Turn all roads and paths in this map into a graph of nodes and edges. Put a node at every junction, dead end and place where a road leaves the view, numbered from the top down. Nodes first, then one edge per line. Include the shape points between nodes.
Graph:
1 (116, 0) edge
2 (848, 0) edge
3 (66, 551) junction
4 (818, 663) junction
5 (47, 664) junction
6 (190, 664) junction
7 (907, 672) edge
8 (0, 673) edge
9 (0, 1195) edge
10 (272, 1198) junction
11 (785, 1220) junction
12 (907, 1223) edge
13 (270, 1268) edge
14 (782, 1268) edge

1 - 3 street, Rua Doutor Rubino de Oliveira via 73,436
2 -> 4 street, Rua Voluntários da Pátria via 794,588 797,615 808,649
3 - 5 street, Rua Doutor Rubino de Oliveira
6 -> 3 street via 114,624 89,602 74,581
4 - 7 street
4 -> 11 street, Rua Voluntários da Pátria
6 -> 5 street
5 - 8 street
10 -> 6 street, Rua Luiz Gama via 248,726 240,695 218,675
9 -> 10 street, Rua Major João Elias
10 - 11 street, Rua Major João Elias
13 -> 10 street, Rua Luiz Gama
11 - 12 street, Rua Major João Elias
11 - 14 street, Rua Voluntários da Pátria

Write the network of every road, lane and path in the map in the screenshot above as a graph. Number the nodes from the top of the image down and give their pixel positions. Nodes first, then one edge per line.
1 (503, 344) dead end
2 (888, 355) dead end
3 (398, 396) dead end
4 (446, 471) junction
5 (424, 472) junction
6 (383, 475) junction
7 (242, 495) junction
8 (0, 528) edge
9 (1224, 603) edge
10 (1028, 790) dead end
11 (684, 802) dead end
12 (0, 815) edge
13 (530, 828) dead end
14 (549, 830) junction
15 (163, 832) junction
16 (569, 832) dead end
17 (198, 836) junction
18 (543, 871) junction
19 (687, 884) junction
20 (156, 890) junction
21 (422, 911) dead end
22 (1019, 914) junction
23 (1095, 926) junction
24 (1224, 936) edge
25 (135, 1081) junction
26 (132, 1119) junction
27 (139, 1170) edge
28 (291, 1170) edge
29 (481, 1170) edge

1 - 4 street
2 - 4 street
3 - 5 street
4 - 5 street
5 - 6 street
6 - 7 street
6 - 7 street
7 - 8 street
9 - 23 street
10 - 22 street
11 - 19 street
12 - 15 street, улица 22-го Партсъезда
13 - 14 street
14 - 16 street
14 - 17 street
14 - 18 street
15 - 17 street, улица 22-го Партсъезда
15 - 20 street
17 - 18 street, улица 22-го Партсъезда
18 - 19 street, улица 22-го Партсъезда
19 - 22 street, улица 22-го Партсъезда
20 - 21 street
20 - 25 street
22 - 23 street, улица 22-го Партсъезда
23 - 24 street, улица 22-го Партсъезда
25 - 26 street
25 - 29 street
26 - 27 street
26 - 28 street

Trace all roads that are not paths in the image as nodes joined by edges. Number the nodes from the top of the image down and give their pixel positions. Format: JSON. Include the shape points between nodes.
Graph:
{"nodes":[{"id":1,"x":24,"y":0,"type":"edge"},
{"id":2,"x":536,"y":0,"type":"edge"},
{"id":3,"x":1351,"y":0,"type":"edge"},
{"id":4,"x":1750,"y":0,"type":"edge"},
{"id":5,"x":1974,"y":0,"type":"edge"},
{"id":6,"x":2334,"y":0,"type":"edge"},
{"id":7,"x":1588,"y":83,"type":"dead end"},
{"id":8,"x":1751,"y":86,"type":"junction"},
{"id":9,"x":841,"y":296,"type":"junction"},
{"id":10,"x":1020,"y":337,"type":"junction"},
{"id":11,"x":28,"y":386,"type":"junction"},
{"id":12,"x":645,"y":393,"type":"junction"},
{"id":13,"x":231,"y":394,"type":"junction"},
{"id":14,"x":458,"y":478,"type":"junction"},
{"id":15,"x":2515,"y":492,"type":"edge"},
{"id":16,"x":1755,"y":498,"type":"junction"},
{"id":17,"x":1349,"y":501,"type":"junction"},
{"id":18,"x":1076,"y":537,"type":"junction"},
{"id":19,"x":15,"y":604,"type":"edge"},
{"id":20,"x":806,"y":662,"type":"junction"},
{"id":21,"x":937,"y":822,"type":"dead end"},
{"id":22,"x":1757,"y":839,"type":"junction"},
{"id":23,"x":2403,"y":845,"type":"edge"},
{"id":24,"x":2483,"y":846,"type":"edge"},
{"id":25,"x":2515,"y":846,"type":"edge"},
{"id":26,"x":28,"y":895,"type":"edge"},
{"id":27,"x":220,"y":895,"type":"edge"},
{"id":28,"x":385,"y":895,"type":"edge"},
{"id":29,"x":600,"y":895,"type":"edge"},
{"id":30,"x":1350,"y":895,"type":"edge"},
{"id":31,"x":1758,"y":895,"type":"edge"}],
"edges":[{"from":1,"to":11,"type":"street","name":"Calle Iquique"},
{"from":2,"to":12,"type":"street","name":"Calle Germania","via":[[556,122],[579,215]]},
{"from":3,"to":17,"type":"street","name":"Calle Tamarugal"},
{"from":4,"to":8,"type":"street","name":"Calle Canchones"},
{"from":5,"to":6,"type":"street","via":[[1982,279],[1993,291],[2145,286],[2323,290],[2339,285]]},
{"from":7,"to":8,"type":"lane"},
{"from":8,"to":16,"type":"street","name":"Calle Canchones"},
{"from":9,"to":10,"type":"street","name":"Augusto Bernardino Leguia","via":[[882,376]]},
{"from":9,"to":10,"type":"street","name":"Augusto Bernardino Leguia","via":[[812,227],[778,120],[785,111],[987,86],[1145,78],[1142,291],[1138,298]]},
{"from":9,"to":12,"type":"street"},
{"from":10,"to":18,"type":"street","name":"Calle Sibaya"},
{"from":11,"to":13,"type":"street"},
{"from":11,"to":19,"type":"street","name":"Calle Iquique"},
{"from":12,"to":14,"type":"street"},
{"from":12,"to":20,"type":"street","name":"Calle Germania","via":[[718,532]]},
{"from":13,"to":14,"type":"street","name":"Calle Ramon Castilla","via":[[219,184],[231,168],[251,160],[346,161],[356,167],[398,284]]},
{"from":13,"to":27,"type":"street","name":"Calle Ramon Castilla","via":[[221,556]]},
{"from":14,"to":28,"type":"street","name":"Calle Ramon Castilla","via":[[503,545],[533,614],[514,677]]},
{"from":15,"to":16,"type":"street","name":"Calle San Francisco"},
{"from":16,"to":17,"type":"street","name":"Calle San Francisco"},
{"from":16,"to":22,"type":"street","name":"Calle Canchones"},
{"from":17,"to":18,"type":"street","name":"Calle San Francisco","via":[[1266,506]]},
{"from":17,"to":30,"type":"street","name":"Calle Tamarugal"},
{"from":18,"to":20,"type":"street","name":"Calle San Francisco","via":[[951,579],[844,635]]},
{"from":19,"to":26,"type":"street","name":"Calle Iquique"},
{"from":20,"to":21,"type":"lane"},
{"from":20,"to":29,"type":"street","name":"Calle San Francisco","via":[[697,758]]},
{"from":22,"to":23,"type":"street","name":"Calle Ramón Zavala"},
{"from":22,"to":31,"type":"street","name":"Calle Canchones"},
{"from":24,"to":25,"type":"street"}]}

# # #

TASK REQUIREMENTS: All of the data above must be retyped exactly.

ANSWER FOR THE TASK:
Turn all roads and paths in this map into a graph of nodes and edges. Put a node at every junction, dead end and place where a road leaves the view, numbered from the top down. Nodes first, then one edge per line. Include the shape points between nodes.
Graph:
1 (116, 0) edge
2 (848, 0) edge
3 (66, 551) junction
4 (818, 663) junction
5 (47, 664) junction
6 (190, 664) junction
7 (907, 672) edge
8 (0, 673) edge
9 (0, 1195) edge
10 (272, 1198) junction
11 (785, 1220) junction
12 (907, 1223) edge
13 (270, 1268) edge
14 (782, 1268) edge

1 - 3 street, Rua Doutor Rubino de Oliveira via 73,436
2 -> 4 street, Rua Voluntários da Pátria via 794,588 797,615 808,649
3 - 5 street, Rua Doutor Rubino de Oliveira
6 -> 3 street via 114,624 89,602 74,581
4 - 7 street
4 -> 11 street, Rua Voluntários da Pátria
6 -> 5 street
5 - 8 street
10 -> 6 street, Rua Luiz Gama via 248,726 240,695 218,675
9 -> 10 street, Rua Major João Elias
10 - 11 street, Rua Major João Elias
13 -> 10 street, Rua Luiz Gama
11 - 12 street, Rua Major João Elias
11 - 14 street, Rua Voluntários da Pátria

Write the network of every road, lane and path in the map in the screenshot above as a graph. Number the nodes from the top of the image down and give their pixel positions. Nodes first, then one edge per line.
1 (503, 344) dead end
2 (888, 355) dead end
3 (398, 396) dead end
4 (446, 471) junction
5 (424, 472) junction
6 (383, 475) junction
7 (242, 495) junction
8 (0, 528) edge
9 (1224, 603) edge
10 (1028, 790) dead end
11 (684, 802) dead end
12 (0, 815) edge
13 (530, 828) dead end
14 (549, 830) junction
15 (163, 832) junction
16 (569, 832) dead end
17 (198, 836) junction
18 (543, 871) junction
19 (687, 884) junction
20 (156, 890) junction
21 (422, 911) dead end
22 (1019, 914) junction
23 (1095, 926) junction
24 (1224, 936) edge
25 (135, 1081) junction
26 (132, 1119) junction
27 (139, 1170) edge
28 (291, 1170) edge
29 (481, 1170) edge

1 - 4 street
2 - 4 street
3 - 5 street
4 - 5 street
5 - 6 street
6 - 7 street
6 - 7 street
7 - 8 street
9 - 23 street
10 - 22 street
11 - 19 street
12 - 15 street, улица 22-го Партсъезда
13 - 14 street
14 - 16 street
14 - 17 street
14 - 18 street
15 - 17 street, улица 22-го Партсъезда
15 - 20 street
17 - 18 street, улица 22-го Партсъезда
18 - 19 street, улица 22-го Партсъезда
19 - 22 street, улица 22-го Партсъезда
20 - 21 street
20 - 25 street
22 - 23 street, улица 22-го Партсъезда
23 - 24 street, улица 22-го Партсъезда
25 - 26 street
25 - 29 street
26 - 27 street
26 - 28 street

Trace all roads that are not paths in the image as nodes joined by edges. Number the nodes from the top of the image down and give their pixel positions. Format: JSON. Include the shape points between nodes.
Graph:
{"nodes":[{"id":1,"x":24,"y":0,"type":"edge"},
{"id":2,"x":536,"y":0,"type":"edge"},
{"id":3,"x":1351,"y":0,"type":"edge"},
{"id":4,"x":1750,"y":0,"type":"edge"},
{"id":5,"x":1974,"y":0,"type":"edge"},
{"id":6,"x":2334,"y":0,"type":"edge"},
{"id":7,"x":1588,"y":83,"type":"dead end"},
{"id":8,"x":1751,"y":86,"type":"junction"},
{"id":9,"x":841,"y":296,"type":"junction"},
{"id":10,"x":1020,"y":337,"type":"junction"},
{"id":11,"x":28,"y":386,"type":"junction"},
{"id":12,"x":645,"y":393,"type":"junction"},
{"id":13,"x":231,"y":394,"type":"junction"},
{"id":14,"x":458,"y":478,"type":"junction"},
{"id":15,"x":2515,"y":492,"type":"edge"},
{"id":16,"x":1755,"y":498,"type":"junction"},
{"id":17,"x":1349,"y":501,"type":"junction"},
{"id":18,"x":1076,"y":537,"type":"junction"},
{"id":19,"x":15,"y":604,"type":"edge"},
{"id":20,"x":806,"y":662,"type":"junction"},
{"id":21,"x":937,"y":822,"type":"dead end"},
{"id":22,"x":1757,"y":839,"type":"junction"},
{"id":23,"x":2403,"y":845,"type":"edge"},
{"id":24,"x":2483,"y":846,"type":"edge"},
{"id":25,"x":2515,"y":846,"type":"edge"},
{"id":26,"x":28,"y":895,"type":"edge"},
{"id":27,"x":220,"y":895,"type":"edge"},
{"id":28,"x":385,"y":895,"type":"edge"},
{"id":29,"x":600,"y":895,"type":"edge"},
{"id":30,"x":1350,"y":895,"type":"edge"},
{"id":31,"x":1758,"y":895,"type":"edge"}],
"edges":[{"from":1,"to":11,"type":"street","name":"Calle Iquique"},
{"from":2,"to":12,"type":"street","name":"Calle Germania","via":[[556,122],[579,215]]},
{"from":3,"to":17,"type":"street","name":"Calle Tamarugal"},
{"from":4,"to":8,"type":"street","name":"Calle Canchones"},
{"from":5,"to":6,"type":"street","via":[[1982,279],[1993,291],[2145,286],[2323,290],[2339,285]]},
{"from":7,"to":8,"type":"lane"},
{"from":8,"to":16,"type":"street","name":"Calle Canchones"},
{"from":9,"to":10,"type":"street","name":"Augusto Bernardino Leguia","via":[[882,376]]},
{"from":9,"to":10,"type":"street","name":"Augusto Bernardino Leguia","via":[[812,227],[778,120],[785,111],[987,86],[1145,78],[1142,291],[1138,298]]},
{"from":9,"to":12,"type":"street"},
{"from":10,"to":18,"type":"street","name":"Calle Sibaya"},
{"from":11,"to":13,"type":"street"},
{"from":11,"to":19,"type":"street","name":"Calle Iquique"},
{"from":12,"to":14,"type":"street"},
{"from":12,"to":20,"type":"street","name":"Calle Germania","via":[[718,532]]},
{"from":13,"to":14,"type":"street","name":"Calle Ramon Castilla","via":[[219,184],[231,168],[251,160],[346,161],[356,167],[398,284]]},
{"from":13,"to":27,"type":"street","name":"Calle Ramon Castilla","via":[[221,556]]},
{"from":14,"to":28,"type":"street","name":"Calle Ramon Castilla","via":[[503,545],[533,614],[514,677]]},
{"from":15,"to":16,"type":"street","name":"Calle San Francisco"},
{"from":16,"to":17,"type":"street","name":"Calle San Francisco"},
{"from":16,"to":22,"type":"street","name":"Calle Canchones"},
{"from":17,"to":18,"type":"street","name":"Calle San Francisco","via":[[1266,506]]},
{"from":17,"to":30,"type":"street","name":"Calle Tamarugal"},
{"from":18,"to":20,"type":"street","name":"Calle San Francisco","via":[[951,579],[844,635]]},
{"from":19,"to":26,"type":"street","name":"Calle Iquique"},
{"from":20,"to":21,"type":"lane"},
{"from":20,"to":29,"type":"street","name":"Calle San Francisco","via":[[697,758]]},
{"from":22,"to":23,"type":"street","name":"Calle Ramón Zavala"},
{"from":22,"to":31,"type":"street","name":"Calle Canchones"},
{"from":24,"to":25,"type":"street"}]}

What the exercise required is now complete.